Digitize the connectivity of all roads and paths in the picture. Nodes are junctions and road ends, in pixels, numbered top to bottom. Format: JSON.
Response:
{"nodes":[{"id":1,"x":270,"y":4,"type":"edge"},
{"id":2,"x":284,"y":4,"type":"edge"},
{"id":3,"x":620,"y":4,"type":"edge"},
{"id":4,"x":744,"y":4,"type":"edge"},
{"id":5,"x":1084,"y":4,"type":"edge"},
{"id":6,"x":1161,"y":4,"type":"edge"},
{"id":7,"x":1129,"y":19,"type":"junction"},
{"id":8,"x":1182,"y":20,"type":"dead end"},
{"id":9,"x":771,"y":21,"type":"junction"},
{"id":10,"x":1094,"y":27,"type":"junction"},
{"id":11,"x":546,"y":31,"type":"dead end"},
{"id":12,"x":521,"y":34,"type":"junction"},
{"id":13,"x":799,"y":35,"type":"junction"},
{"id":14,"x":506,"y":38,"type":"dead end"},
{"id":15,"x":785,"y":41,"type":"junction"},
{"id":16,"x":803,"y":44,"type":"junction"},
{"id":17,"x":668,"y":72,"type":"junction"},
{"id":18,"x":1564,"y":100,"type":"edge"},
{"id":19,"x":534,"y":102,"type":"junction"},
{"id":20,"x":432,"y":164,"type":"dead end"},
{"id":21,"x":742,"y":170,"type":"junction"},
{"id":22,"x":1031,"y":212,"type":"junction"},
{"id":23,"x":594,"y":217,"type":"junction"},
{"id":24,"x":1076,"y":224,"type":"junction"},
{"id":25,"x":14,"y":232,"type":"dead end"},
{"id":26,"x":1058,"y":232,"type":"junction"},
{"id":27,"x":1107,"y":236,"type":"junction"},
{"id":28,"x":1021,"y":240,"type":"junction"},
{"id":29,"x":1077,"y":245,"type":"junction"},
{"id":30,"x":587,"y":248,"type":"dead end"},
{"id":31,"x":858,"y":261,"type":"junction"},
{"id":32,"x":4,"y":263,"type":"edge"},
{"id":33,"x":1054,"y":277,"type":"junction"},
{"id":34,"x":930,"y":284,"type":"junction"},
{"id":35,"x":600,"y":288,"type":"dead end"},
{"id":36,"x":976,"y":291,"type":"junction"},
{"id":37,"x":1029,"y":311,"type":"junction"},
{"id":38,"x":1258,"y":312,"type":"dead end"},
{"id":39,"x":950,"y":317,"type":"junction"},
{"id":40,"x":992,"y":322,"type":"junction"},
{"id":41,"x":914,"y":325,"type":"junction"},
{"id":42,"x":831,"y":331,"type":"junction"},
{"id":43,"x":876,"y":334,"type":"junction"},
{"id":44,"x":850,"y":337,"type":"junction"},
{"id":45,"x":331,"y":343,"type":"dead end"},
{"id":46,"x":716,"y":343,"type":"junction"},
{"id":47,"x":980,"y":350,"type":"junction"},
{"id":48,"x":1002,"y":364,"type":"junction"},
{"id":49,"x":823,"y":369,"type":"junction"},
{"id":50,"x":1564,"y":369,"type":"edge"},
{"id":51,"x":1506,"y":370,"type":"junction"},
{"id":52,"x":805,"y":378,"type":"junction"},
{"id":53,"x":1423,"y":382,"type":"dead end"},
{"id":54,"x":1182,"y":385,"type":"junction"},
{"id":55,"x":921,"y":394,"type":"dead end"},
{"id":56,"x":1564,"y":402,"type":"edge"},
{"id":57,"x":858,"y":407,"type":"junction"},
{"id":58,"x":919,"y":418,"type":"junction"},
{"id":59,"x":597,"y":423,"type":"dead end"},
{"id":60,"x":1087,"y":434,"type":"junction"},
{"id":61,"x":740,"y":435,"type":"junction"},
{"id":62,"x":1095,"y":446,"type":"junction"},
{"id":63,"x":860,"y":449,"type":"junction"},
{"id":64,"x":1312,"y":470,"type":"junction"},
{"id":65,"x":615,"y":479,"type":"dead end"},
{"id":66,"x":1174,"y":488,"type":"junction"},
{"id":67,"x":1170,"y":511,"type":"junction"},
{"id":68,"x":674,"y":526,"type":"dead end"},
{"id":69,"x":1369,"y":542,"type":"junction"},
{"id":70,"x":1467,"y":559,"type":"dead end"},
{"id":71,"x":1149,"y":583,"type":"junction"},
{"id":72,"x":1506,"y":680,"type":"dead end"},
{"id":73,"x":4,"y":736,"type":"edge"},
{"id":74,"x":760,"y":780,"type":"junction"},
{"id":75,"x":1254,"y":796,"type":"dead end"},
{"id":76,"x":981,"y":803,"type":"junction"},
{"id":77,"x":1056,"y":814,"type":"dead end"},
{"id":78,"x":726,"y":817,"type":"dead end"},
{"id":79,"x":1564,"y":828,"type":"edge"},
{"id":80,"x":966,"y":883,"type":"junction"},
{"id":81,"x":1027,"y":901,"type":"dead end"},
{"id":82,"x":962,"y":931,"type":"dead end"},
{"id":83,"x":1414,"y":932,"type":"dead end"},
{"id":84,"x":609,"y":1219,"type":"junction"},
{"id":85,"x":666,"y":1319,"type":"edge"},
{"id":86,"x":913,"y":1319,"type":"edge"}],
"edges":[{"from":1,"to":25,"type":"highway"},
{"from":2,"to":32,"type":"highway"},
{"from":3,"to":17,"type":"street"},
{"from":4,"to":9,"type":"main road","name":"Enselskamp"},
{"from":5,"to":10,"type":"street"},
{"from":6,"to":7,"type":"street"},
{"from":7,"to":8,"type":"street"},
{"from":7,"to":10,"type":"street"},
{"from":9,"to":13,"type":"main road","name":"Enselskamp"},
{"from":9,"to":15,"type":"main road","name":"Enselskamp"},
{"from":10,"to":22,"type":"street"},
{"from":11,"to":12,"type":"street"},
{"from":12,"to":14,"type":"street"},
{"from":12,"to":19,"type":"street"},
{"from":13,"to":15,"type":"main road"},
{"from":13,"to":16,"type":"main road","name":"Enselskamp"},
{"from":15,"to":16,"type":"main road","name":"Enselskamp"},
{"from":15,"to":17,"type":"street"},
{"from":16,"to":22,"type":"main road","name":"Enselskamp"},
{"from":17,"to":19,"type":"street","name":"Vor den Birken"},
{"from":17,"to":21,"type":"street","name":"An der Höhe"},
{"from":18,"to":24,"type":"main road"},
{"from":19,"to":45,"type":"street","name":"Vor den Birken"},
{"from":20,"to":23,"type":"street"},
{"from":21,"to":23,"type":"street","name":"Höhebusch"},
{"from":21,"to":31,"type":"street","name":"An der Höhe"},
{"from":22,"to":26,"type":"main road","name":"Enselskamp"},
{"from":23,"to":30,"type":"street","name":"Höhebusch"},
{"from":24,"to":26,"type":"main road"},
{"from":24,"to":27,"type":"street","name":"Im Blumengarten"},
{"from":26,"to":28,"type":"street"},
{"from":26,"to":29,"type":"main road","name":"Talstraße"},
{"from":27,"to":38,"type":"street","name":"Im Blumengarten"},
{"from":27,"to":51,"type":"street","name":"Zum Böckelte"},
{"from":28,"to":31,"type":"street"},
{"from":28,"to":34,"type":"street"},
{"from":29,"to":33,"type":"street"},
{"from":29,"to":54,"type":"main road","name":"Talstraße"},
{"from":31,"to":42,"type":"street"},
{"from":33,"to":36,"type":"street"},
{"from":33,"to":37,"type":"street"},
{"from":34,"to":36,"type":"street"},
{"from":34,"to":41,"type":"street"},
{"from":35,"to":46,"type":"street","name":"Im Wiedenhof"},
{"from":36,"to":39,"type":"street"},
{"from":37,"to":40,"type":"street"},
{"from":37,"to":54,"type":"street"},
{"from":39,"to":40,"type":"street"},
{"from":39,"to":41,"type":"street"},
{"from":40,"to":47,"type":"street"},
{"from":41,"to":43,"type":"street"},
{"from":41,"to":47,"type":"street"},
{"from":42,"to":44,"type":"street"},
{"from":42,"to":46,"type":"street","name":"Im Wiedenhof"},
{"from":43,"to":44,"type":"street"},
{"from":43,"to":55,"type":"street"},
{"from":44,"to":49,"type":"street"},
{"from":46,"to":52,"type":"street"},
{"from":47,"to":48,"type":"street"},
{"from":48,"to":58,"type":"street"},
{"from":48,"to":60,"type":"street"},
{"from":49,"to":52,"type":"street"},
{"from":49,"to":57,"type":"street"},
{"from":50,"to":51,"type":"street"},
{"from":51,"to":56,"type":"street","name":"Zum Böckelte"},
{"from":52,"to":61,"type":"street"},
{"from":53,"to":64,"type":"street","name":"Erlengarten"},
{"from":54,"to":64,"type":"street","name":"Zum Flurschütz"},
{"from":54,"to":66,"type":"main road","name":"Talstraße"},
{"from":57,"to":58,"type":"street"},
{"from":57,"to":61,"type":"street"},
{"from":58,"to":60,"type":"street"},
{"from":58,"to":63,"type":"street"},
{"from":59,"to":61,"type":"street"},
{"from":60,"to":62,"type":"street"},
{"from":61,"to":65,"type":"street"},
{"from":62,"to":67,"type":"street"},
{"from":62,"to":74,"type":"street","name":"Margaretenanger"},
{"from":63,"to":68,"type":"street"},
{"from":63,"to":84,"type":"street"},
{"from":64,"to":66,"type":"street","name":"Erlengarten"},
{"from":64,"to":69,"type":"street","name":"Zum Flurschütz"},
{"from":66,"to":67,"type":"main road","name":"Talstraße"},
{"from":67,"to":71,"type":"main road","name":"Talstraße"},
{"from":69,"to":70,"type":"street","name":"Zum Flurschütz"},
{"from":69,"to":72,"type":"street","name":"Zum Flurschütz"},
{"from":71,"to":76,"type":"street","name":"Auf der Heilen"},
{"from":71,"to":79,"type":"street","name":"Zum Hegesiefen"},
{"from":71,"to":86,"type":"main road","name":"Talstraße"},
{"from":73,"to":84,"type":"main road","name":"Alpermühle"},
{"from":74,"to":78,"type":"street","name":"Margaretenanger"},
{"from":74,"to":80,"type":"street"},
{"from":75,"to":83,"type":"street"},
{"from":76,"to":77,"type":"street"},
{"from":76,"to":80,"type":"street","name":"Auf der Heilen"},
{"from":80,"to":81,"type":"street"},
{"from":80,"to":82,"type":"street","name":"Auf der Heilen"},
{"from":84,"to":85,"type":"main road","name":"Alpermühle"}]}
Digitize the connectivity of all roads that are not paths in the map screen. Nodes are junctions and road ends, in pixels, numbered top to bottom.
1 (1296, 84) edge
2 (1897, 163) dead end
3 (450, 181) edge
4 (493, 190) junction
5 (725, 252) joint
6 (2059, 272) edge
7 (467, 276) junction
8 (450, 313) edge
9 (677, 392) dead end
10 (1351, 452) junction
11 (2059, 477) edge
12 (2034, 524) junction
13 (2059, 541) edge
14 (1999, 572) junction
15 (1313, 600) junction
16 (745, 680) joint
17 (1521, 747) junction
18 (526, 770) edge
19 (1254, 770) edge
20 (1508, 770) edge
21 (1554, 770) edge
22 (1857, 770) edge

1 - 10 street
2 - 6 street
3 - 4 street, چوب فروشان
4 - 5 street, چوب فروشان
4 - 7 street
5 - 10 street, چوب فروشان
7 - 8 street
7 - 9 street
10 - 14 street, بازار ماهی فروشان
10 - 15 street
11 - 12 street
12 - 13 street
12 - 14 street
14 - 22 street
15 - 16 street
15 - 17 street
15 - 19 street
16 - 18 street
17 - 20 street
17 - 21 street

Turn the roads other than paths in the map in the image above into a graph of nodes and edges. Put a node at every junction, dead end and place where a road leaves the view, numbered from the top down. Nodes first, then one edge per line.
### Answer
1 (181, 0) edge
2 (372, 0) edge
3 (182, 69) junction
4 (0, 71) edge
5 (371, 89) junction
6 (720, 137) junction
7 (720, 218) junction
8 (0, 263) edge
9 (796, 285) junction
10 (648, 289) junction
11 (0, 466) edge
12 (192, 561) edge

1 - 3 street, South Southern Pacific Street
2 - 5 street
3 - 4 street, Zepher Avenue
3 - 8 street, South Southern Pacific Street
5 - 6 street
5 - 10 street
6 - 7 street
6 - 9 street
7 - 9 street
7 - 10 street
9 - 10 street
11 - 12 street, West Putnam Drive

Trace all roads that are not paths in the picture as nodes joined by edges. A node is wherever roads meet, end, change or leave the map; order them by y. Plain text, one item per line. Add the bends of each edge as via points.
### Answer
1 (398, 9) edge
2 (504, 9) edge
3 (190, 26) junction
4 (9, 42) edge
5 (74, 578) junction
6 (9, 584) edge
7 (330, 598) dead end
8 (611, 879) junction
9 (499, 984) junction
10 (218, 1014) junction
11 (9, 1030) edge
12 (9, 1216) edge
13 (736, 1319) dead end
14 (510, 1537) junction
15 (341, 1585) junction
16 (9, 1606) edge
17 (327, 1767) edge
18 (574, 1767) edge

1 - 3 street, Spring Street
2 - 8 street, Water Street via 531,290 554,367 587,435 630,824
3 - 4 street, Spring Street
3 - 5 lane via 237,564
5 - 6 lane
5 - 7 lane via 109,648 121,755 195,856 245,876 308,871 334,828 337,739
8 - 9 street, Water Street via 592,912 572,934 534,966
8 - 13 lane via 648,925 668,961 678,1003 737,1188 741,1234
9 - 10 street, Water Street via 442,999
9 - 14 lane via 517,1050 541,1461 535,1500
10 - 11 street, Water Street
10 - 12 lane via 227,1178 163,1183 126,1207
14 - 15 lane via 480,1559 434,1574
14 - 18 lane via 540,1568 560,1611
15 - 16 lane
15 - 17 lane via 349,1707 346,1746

### [TRY IT]
Find the number of lines in the records that include the word "Wiedenhof". Write only that number.

### [SOLVED PROBLEM]
2